Bütün sokakları dolaştı. Kızından hiç bir iz yoktu. Sanki bir kuş olup köyden uçmuştu. Ne yapacağını bilemiyordu. “Nerede olsaydı artık şimdi eve dönmüş olmalı” diye düşünüp eve doğru ilerledi. Eve bir iki sokak kalıyordu. Uzaktan sırtında kürek olan birisi ona yaklaştı. O gelen kişi gecenin su miri’ydi. Hızlı adımlarla ona doğru yürüyordu. Yaklaşıp tanıdıktan sonra dedi:
- Şükürler olsun seni burada gördüm, Süleyman dede. Ben de sizin eve gidiyordum. Gültekin’i köyden çıkarken gördüm. Durdurmaya çalıştım ama yapamadım.

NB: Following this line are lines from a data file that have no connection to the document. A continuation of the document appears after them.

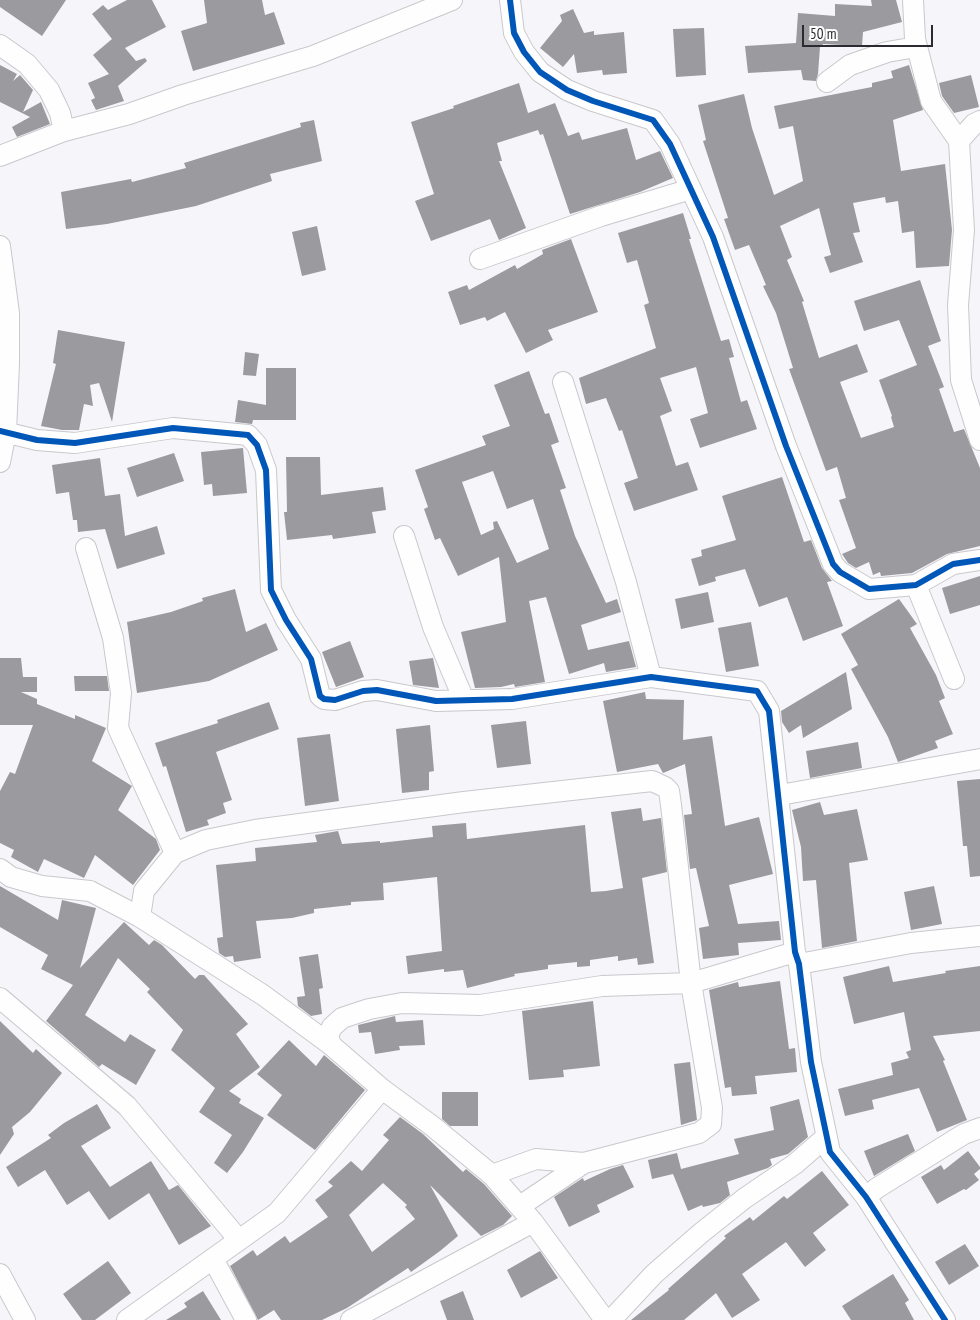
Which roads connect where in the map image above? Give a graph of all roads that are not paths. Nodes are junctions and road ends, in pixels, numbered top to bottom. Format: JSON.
{"nodes":[{"id":1,"x":452,"y":0,"type":"edge"},
{"id":2,"x":510,"y":0,"type":"edge"},
{"id":3,"x":913,"y":0,"type":"edge"},
{"id":4,"x":0,"y":45,"type":"edge"},
{"id":5,"x":916,"y":47,"type":"junction"},
{"id":6,"x":827,"y":82,"type":"dead end"},
{"id":7,"x":980,"y":121,"type":"edge"},
{"id":8,"x":64,"y":130,"type":"junction"},
{"id":9,"x":959,"y":141,"type":"junction"},
{"id":10,"x":0,"y":156,"type":"edge"},
{"id":11,"x":691,"y":189,"type":"junction"},
{"id":12,"x":0,"y":246,"type":"edge"},
{"id":13,"x":480,"y":259,"type":"dead end"},
{"id":14,"x":563,"y":382,"type":"dead end"},
{"id":15,"x":3,"y":432,"type":"edge"},
{"id":16,"x":980,"y":440,"type":"edge"},
{"id":17,"x":0,"y":462,"type":"edge"},
{"id":18,"x":404,"y":536,"type":"dead end"},
{"id":19,"x":86,"y":548,"type":"dead end"},
{"id":20,"x":980,"y":560,"type":"edge"},
{"id":21,"x":916,"y":584,"type":"junction"},
{"id":22,"x":651,"y":677,"type":"junction"},
{"id":23,"x":954,"y":678,"type":"dead end"},
{"id":24,"x":464,"y":700,"type":"junction"},
{"id":25,"x":980,"y":759,"type":"edge"},
{"id":26,"x":780,"y":795,"type":"junction"},
{"id":27,"x":175,"y":853,"type":"junction"},
{"id":28,"x":0,"y":869,"type":"edge"},
{"id":29,"x":140,"y":917,"type":"junction"},
{"id":30,"x":980,"y":936,"type":"edge"},
{"id":31,"x":797,"y":958,"type":"junction"},
{"id":32,"x":691,"y":983,"type":"junction"},
{"id":33,"x":0,"y":998,"type":"edge"},
{"id":34,"x":331,"y":1045,"type":"junction"},
{"id":35,"x":382,"y":1089,"type":"junction"},
{"id":36,"x":980,"y":1128,"type":"edge"},
{"id":37,"x":826,"y":1137,"type":"junction"},
{"id":38,"x":584,"y":1163,"type":"junction"},
{"id":39,"x":492,"y":1175,"type":"junction"},
{"id":40,"x":866,"y":1197,"type":"junction"},
{"id":41,"x":520,"y":1206,"type":"junction"},
{"id":42,"x":533,"y":1222,"type":"junction"},
{"id":43,"x":239,"y":1240,"type":"junction"},
{"id":44,"x":213,"y":1259,"type":"junction"},
{"id":45,"x":0,"y":1274,"type":"edge"},
{"id":46,"x":25,"y":1320,"type":"edge"},
{"id":47,"x":127,"y":1320,"type":"edge"},
{"id":48,"x":246,"y":1320,"type":"edge"},
{"id":49,"x":351,"y":1320,"type":"edge"},
{"id":50,"x":605,"y":1320,"type":"edge"},
{"id":51,"x":611,"y":1320,"type":"edge"},
{"id":52,"x":945,"y":1320,"type":"edge"}],
"edges":[{"from":1,"to":8,"type":"street"},
{"from":2,"to":11,"type":"street"},
{"from":3,"to":5,"type":"street"},
{"from":4,"to":8,"type":"street"},
{"from":5,"to":6,"type":"street"},
{"from":5,"to":9,"type":"street"},
{"from":7,"to":9,"type":"street"},
{"from":8,"to":10,"type":"street"},
{"from":9,"to":16,"type":"street"},
{"from":11,"to":13,"type":"street"},
{"from":11,"to":21,"type":"street"},
{"from":12,"to":15,"type":"street"},
{"from":14,"to":22,"type":"street"},
{"from":15,"to":17,"type":"street"},
{"from":15,"to":24,"type":"street"},
{"from":18,"to":24,"type":"street"},
{"from":19,"to":27,"type":"street"},
{"from":20,"to":21,"type":"street"},
{"from":21,"to":23,"type":"street"},
{"from":22,"to":24,"type":"street"},
{"from":22,"to":26,"type":"street"},
{"from":25,"to":26,"type":"street"},
{"from":26,"to":31,"type":"street"},
{"from":27,"to":29,"type":"street"},
{"from":27,"to":32,"type":"street"},
{"from":28,"to":29,"type":"street"},
{"from":29,"to":34,"type":"street"},
{"from":30,"to":31,"type":"street"},
{"from":31,"to":32,"type":"street"},
{"from":31,"to":37,"type":"street"},
{"from":32,"to":34,"type":"street"},
{"from":32,"to":38,"type":"street"},
{"from":33,"to":43,"type":"street"},
{"from":34,"to":35,"type":"street"},
{"from":35,"to":39,"type":"street"},
{"from":35,"to":43,"type":"street"},
{"from":36,"to":40,"type":"street"},
{"from":37,"to":40,"type":"street"},
{"from":37,"to":51,"type":"street"},
{"from":38,"to":39,"type":"street"},
{"from":38,"to":41,"type":"street"},
{"from":39,"to":41,"type":"street"},
{"from":40,"to":52,"type":"street"},
{"from":41,"to":42,"type":"street"},
{"from":42,"to":49,"type":"street"},
{"from":42,"to":50,"type":"street"},
{"from":43,"to":44,"type":"street"},
{"from":44,"to":47,"type":"street"},
{"from":44,"to":48,"type":"street"},
{"from":45,"to":46,"type":"street"}]}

- Söyle. Hangi tarafa gitti?
- Tepeye tırmandı, Süleyman dede.
“Tepeye mi? Allahım ya Rabbim, göle gitmesin!” diye, bağırdı.
Süleyman ve diğer köylü aceleyle tepeye doğru koştular. O an yalnız düşündüğü şey dengesi yerinde olmayan hamile kızıydı. Hızlıca tepeye tırmandı. Tepenin üstünden öbürü yamacına baktı. Diğer tarafta tam ortada ceset gibi bir karartı yerde görünüyordu. Ona doğru koştu.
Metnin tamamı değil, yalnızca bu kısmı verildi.